Depression is nothing to get excited about 'round these parts; its just part of the family dark. A recently learned that i had a great aunt who stepped in front of a bus one day without explanation. Most of my extended family (on that side) has had at least a brief episode with depression and we generally come out of the experience all the better for it. But still, i suppose its never something to be taken lightly.

The important thing to remember about depression, for those who don't suffer from it, is that it is not just being very, very sad. Sadness is normal. Sadness is a sharp, localized pain that is easily targeted and dealt with. Depression, on the other hand, effects all areas of one's life and is, more than anything, exhausting. It drains your energy, your passion, and, if not overcome, your will to live. It is ennui to the Nth degree.
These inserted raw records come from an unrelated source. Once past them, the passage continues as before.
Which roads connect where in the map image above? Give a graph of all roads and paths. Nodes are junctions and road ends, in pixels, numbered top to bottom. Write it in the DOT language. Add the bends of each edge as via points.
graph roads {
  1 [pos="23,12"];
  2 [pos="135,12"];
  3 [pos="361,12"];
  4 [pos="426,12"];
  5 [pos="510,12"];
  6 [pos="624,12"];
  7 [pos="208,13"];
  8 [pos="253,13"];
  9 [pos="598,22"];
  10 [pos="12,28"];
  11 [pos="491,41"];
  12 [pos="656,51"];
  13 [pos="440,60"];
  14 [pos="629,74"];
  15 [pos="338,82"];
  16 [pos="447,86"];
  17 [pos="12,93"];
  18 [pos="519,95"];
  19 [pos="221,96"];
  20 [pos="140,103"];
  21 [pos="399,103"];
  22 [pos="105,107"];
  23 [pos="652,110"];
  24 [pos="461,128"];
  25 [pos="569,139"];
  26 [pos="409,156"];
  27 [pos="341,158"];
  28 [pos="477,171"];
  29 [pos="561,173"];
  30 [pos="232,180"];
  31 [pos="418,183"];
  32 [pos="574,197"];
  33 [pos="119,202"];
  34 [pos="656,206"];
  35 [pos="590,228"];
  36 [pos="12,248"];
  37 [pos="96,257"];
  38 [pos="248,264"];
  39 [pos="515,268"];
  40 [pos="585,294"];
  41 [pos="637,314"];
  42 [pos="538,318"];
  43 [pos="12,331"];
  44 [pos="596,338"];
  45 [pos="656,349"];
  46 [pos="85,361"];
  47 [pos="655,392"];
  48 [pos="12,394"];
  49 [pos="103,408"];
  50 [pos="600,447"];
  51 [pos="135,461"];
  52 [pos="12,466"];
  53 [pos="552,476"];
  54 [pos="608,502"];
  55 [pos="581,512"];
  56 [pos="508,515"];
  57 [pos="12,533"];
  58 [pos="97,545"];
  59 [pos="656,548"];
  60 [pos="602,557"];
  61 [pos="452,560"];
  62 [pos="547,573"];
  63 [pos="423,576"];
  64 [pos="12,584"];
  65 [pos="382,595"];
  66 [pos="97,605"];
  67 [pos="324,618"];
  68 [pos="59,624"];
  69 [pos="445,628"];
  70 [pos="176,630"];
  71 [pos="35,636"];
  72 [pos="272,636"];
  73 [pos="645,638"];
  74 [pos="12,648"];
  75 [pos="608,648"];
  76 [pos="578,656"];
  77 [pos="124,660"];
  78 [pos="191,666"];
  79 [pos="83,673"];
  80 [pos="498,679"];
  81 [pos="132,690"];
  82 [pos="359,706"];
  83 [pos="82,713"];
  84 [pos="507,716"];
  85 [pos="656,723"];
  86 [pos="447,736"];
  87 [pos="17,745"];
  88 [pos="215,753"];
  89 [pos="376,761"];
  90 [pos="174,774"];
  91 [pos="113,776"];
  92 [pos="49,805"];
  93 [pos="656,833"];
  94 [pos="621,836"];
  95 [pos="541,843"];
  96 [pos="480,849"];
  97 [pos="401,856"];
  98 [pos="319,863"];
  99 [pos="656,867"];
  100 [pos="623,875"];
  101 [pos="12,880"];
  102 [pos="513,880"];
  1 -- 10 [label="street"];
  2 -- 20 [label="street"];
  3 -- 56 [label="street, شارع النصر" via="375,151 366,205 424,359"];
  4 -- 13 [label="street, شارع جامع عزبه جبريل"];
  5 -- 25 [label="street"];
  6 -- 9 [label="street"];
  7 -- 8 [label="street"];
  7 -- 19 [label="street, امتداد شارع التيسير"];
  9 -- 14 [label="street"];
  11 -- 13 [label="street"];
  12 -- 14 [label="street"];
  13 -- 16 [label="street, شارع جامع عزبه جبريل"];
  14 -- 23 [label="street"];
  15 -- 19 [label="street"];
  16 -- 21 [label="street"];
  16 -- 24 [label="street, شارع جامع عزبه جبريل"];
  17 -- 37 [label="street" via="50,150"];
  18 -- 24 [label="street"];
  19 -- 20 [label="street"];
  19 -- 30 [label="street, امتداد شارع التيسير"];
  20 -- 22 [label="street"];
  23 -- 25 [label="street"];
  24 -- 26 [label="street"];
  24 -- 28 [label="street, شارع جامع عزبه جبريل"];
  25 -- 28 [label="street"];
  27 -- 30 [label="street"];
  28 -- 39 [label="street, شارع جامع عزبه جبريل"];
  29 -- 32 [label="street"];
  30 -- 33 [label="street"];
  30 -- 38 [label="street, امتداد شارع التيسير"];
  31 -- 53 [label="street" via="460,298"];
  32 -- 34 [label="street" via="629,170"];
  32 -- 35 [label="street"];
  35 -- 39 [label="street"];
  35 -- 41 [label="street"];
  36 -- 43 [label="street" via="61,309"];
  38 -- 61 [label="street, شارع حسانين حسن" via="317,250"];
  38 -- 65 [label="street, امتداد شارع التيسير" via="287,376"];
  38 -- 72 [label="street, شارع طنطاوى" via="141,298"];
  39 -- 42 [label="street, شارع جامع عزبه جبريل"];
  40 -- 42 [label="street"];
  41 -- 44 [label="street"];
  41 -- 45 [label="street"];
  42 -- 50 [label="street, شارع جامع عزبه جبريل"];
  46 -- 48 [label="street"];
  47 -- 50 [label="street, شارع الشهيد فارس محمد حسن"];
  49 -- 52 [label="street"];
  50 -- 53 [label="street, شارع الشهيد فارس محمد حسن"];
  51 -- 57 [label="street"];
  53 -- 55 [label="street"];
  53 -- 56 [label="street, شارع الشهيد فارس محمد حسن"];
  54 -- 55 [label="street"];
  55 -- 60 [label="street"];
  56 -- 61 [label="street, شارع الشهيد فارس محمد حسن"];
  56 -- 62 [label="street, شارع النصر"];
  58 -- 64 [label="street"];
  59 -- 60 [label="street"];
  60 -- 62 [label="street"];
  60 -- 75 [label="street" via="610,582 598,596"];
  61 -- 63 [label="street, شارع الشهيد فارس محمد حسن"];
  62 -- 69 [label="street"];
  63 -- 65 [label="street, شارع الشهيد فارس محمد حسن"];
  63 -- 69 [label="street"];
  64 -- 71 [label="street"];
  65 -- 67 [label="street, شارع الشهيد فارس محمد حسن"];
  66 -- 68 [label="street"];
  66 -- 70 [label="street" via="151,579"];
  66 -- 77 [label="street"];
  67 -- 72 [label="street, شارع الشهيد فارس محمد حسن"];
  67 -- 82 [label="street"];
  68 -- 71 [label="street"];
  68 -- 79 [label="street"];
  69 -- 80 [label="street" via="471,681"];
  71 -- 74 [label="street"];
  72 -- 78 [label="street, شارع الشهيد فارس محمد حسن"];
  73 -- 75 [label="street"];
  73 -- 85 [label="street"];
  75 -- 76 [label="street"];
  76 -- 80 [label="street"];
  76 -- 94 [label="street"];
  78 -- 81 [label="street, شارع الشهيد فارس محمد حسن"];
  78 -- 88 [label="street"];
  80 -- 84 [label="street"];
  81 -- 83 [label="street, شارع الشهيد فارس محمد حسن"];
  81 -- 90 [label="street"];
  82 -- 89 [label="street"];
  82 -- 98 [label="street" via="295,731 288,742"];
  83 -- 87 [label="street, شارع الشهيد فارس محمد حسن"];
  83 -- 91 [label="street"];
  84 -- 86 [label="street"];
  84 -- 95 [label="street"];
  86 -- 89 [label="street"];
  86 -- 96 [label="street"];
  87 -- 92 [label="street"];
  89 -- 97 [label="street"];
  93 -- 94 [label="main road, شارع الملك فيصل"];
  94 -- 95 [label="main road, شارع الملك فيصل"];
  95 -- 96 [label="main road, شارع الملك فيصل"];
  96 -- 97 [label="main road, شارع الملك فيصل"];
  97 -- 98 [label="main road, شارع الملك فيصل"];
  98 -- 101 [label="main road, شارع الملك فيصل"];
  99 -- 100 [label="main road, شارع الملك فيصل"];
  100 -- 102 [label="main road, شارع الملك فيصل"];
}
I have always been what i refer to as a "Depressive" personality. It is common for me to wake up one day and simply feel quiet, delicate, contemplative. Rainy days often provoke such moods and i do not shy away from them. Once, when i was younger, i questioned why "depression" got such a bad rap and decided to embrace and utilize the effects of such moods for artistic purposes. Several years, a short stint on Lexapro and a lot of experience later, i realize that my occasional dark moods and actual depression are two entirely different beasts.

This time 'round, i resolve to cut the beast off at the pass. I know his tricks, and i know his effects. I've seen him coming and i'm taking measures to make sure his arrival is a most unpleasant one.

You can't scare me any more, Mister What's-the-Point-Getting-Out-of-Bed. I broke your wrists last time we fought, and you'll not get hold of me or mine again.